Fresh Tomato, Eggplant, and Olive Pizza
A trio of delectable toppings—tomatoes, eggplant, and olives—make a simple vegan pizza special. It’s a perfect pizza to make on cool summer evenings, though you can enjoy it year round as long as you can find decent tomatoes. Use tomatoes that are ripe yet firm, and that are dense and fleshy rather than seedy. Roma (plum) tomatoes are ideal for this. This pizza goes down easy, so double the recipe to serve a hungry crowd, as this makes 6 slices, serving 2 to 3. Serve with a big colorful salad containing chickpeas for a simple and tasty meal.
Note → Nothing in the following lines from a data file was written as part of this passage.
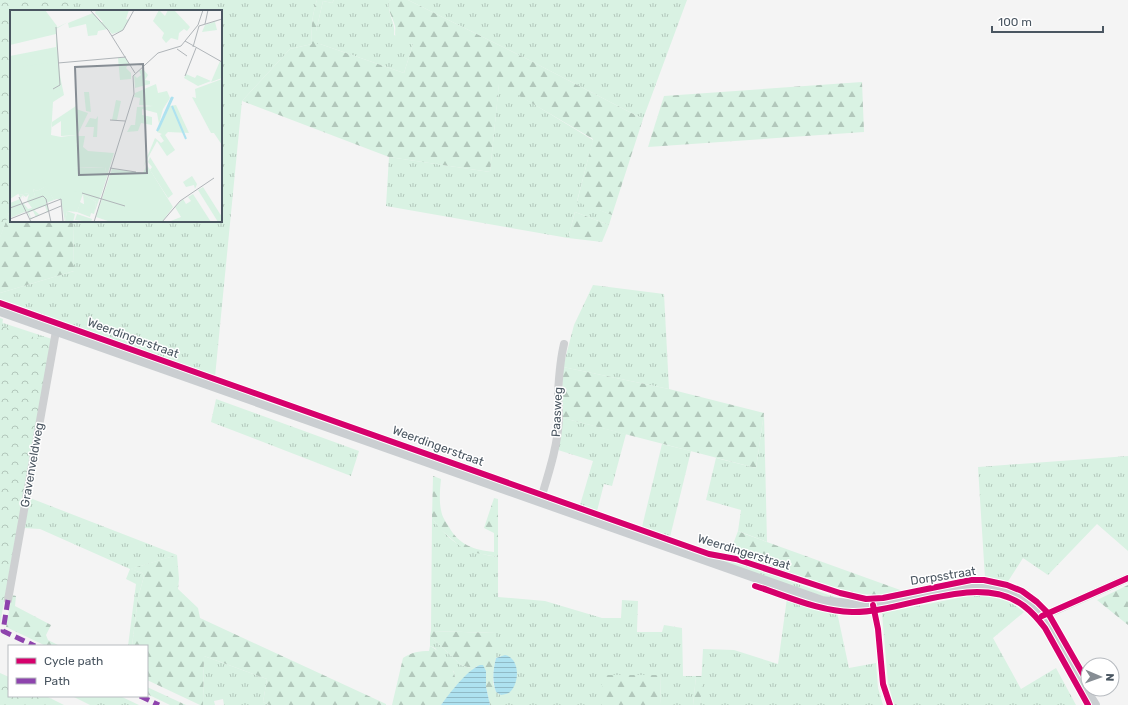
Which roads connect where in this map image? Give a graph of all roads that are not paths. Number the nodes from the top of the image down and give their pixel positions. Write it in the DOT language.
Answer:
graph roads {
  1 [pos="0,311"];
  2 [pos="56,331"];
  3 [pos="564,344"];
  4 [pos="540,502"];
  5 [pos="1128,578"];
  6 [pos="8,600"];
  7 [pos="873,604"];
  8 [pos="1043,616"];
  9 [pos="1095,705"];
  1 -- 2 [label="main road, Weerdingerstraat"];
  2 -- 4 [label="main road, Weerdingerstraat"];
  2 -- 6 [label="street, Gravenveldweg"];
  3 -- 4 [label="street, Paasweg"];
  4 -- 7 [label="main road, Weerdingerstraat"];
  5 -- 8 [label="street"];
  7 -- 8 [label="main road, Dorpsstraat"];
  8 -- 9 [label="main road, Dorpsstraat"];
}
- 1 small eggplant (about 8 ounces)
- Olive oil
- One 12- to 14-inch good-quality pizza crust
- 3 to 4 medium tomatoes, sliced about ¼ inch thick, or more if smaller or Roma (plum) tomatoes
- 1 to 1½ cups grated mozzarella-style vegan cheese (Daiya works well for this)
- 3 to 4 cloves garlic, thinly sliced
- ¼ to ⅓ cup sliced black olives such as Kalamata, sliced
- Dried hot red pepper flakes, optional
- Sliced fresh basil, as desired
- Preheat the oven to 425 degrees F.
- Slice the eggplant into ½-inch rounds, then into dice. Place in a small parchment-lined baking pan and drizzle with a little olive oil, then sprinkle with a little salt.
- Place in the eggplant in a parchment-lined roasting pan and hot oven while preparing the rest of the pizza.
- Place the crust on a pan. Arrange the tomatoes on the crust, followed by the vegan cheese.
- Add the garlic to the eggplant in the pan and give it a stir. Return to the oven, along with the pizza.
- Bake for 12 to 15 minutes, or until the bottom of the crust is golden and the vegan cheese is well melted. At this point, the eggplant should be nicely roasted and tender, as well. If not, give it a few more minutes.
- Top the pizza with the eggplant-garlic mixture, scattered evenly atop the surface, followed by the olives, optional red pepper flakes, and basil. Cut into 6 wedges and serve.